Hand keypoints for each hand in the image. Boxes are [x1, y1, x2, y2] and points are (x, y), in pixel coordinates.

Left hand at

______

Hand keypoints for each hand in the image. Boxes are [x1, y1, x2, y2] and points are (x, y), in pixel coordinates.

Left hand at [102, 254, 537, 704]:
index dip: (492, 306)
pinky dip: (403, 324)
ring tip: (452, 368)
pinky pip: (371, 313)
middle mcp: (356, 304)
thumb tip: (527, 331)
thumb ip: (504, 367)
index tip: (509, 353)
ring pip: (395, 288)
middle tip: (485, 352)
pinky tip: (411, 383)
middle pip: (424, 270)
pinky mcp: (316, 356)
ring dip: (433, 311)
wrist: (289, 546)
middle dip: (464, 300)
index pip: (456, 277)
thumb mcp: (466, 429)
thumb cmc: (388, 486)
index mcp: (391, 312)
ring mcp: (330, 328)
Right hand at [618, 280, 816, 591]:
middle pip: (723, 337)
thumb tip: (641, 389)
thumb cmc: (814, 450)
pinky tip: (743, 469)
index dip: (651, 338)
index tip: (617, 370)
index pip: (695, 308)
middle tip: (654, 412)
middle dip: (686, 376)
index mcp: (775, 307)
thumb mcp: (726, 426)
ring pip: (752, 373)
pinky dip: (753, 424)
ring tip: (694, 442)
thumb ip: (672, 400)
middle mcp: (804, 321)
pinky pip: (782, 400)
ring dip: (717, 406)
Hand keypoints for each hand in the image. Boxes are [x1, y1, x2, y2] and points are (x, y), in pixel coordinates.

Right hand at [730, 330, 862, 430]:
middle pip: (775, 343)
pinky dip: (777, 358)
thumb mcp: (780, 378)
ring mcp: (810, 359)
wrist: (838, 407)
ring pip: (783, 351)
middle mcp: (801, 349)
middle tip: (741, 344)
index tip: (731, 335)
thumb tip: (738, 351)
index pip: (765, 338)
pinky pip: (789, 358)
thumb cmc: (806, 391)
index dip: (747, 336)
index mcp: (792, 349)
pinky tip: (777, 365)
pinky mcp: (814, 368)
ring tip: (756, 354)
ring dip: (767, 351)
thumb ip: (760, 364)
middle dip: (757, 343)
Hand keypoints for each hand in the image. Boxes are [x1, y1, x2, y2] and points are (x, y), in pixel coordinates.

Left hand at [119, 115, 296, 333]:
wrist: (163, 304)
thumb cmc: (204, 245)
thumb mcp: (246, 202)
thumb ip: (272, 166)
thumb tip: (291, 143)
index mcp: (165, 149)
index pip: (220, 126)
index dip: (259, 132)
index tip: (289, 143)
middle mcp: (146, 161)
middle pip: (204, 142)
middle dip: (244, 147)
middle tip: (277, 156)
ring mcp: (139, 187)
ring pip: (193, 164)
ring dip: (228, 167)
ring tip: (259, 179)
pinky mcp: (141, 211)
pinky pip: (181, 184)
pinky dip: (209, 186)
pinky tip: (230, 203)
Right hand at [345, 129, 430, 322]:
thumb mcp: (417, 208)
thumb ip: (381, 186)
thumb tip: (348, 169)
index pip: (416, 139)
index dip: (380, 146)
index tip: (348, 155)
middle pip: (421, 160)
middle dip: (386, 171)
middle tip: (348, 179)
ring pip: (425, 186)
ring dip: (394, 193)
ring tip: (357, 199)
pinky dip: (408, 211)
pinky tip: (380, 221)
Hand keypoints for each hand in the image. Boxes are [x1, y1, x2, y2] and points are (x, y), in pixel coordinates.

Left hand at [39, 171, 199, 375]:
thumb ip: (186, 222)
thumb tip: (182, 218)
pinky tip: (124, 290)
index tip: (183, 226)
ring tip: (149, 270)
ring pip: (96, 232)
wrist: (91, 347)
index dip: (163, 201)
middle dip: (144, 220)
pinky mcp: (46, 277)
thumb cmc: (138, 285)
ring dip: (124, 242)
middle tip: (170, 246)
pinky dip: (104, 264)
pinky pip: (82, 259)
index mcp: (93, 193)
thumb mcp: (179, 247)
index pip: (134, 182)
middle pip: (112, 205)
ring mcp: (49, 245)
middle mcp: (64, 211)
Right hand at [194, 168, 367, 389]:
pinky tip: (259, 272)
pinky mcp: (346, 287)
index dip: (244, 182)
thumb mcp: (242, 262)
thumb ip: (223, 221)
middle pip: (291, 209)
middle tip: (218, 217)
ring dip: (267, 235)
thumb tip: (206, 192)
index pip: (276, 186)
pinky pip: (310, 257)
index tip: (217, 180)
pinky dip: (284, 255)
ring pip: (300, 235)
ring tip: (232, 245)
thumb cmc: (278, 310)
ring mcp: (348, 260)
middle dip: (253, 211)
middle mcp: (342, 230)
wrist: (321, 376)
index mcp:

______

WHAT TO DO
Search the records for lines holding the word "Left", then copy each line you find.

SOLUTION
Left hand at
Left hand at [102, 254, 537, 704]:
Left hand at [119, 115, 296, 333]:
Left hand at [39, 171, 199, 375]:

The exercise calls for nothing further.